• WHAT TO DO: Transcribe, word for word, all of the entries below, and exclude any pictures from the copy.
..............................
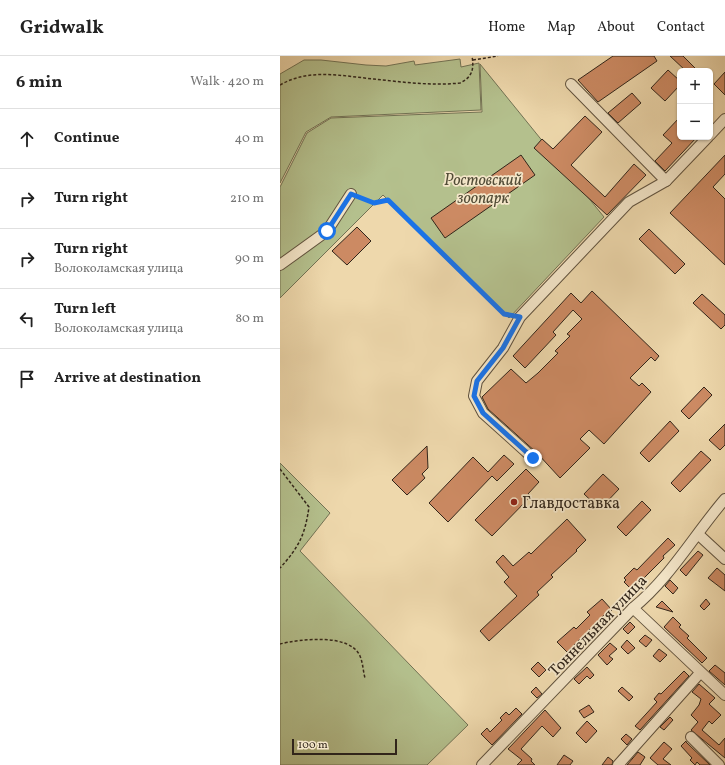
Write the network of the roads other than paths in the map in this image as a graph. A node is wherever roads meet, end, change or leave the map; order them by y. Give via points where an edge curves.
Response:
1 (571, 84) dead end
2 (725, 119) edge
3 (713, 132) edge
4 (705, 140) edge
5 (666, 181) junction
6 (351, 194) road end
7 (280, 265) edge
8 (533, 458) dead end
9 (725, 499) edge
10 (699, 535) junction
11 (725, 559) edge
12 (632, 608) junction
13 (700, 673) junction
14 (725, 695) edge
15 (691, 737) dead end
16 (482, 765) edge
17 (618, 765) edge
18 (719, 765) edge

1 - 5 street
2 - 3 street
4 - 5 street
5 - 8 street via 629,202 520,317 503,348 477,381 474,396 483,413
6 - 7 street via 327,231
9 - 10 street, Тоннельная улица
10 - 11 street
10 - 12 street, Тоннельная улица via 648,595
12 - 13 street
12 - 16 street, Тоннельная улица
13 - 14 street
13 - 17 street
15 - 18 street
..............................
• SOLUTION BELOW:
Write the network of the roads other than paths in the map in this image as a graph. A node is wherever roads meet, end, change or leave the map; order them by y. Give via points where an edge curves.
Response:
1 (571, 84) dead end
2 (725, 119) edge
3 (713, 132) edge
4 (705, 140) edge
5 (666, 181) junction
6 (351, 194) road end
7 (280, 265) edge
8 (533, 458) dead end
9 (725, 499) edge
10 (699, 535) junction
11 (725, 559) edge
12 (632, 608) junction
13 (700, 673) junction
14 (725, 695) edge
15 (691, 737) dead end
16 (482, 765) edge
17 (618, 765) edge
18 (719, 765) edge

1 - 5 street
2 - 3 street
4 - 5 street
5 - 8 street via 629,202 520,317 503,348 477,381 474,396 483,413
6 - 7 street via 327,231
9 - 10 street, Тоннельная улица
10 - 11 street
10 - 12 street, Тоннельная улица via 648,595
12 - 13 street
12 - 16 street, Тоннельная улица
13 - 14 street
13 - 17 street
15 - 18 street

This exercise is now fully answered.